**BRIEF:** Records follow. Copy every line with "Drive".

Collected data

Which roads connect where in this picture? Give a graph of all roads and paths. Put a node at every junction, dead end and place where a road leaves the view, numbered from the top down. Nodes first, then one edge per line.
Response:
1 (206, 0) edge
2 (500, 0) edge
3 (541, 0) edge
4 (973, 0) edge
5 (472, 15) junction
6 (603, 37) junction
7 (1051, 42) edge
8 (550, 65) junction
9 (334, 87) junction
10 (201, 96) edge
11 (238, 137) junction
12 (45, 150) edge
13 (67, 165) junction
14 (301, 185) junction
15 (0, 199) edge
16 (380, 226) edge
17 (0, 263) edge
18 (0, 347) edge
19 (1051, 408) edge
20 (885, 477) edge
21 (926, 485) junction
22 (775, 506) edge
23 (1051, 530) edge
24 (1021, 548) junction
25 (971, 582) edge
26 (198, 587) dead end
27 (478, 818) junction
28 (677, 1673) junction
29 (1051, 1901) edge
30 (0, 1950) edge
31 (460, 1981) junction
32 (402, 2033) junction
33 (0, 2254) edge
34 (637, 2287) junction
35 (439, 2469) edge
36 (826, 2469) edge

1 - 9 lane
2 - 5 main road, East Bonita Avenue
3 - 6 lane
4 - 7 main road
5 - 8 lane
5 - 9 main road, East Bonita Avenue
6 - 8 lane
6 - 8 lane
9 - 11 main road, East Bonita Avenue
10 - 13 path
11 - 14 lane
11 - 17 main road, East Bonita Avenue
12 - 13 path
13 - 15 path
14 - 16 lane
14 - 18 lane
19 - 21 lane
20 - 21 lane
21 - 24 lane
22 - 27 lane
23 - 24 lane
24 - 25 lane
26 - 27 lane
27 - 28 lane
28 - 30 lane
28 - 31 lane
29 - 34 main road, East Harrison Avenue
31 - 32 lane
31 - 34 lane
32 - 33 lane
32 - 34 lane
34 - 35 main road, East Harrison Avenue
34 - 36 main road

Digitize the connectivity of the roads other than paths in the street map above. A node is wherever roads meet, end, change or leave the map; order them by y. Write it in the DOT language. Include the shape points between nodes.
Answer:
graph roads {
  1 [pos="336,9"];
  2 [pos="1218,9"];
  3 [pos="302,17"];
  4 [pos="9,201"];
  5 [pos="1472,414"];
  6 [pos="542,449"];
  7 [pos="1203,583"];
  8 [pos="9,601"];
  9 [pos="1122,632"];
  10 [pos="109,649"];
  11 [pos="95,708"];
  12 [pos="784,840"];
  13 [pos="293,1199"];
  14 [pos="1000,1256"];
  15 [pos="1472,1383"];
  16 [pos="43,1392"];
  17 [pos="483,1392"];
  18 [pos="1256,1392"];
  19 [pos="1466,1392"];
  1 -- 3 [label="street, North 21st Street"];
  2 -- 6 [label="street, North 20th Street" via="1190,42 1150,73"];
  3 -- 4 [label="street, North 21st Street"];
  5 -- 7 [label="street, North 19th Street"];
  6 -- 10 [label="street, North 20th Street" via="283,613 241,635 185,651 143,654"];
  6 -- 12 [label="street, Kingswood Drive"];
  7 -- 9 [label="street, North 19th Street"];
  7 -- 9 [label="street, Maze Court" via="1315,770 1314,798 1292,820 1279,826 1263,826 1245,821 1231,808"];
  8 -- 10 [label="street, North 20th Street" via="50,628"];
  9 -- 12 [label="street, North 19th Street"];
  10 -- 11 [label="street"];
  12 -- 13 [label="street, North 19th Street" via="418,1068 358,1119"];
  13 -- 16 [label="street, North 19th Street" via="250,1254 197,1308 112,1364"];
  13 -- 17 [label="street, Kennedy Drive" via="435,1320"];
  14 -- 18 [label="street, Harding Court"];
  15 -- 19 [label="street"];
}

**EXPECTED ANSWER:**
  6 -- 12 [label="street, Kingswood Drive"];
  13 -- 17 [label="street, Kennedy Drive" via="435,1320"];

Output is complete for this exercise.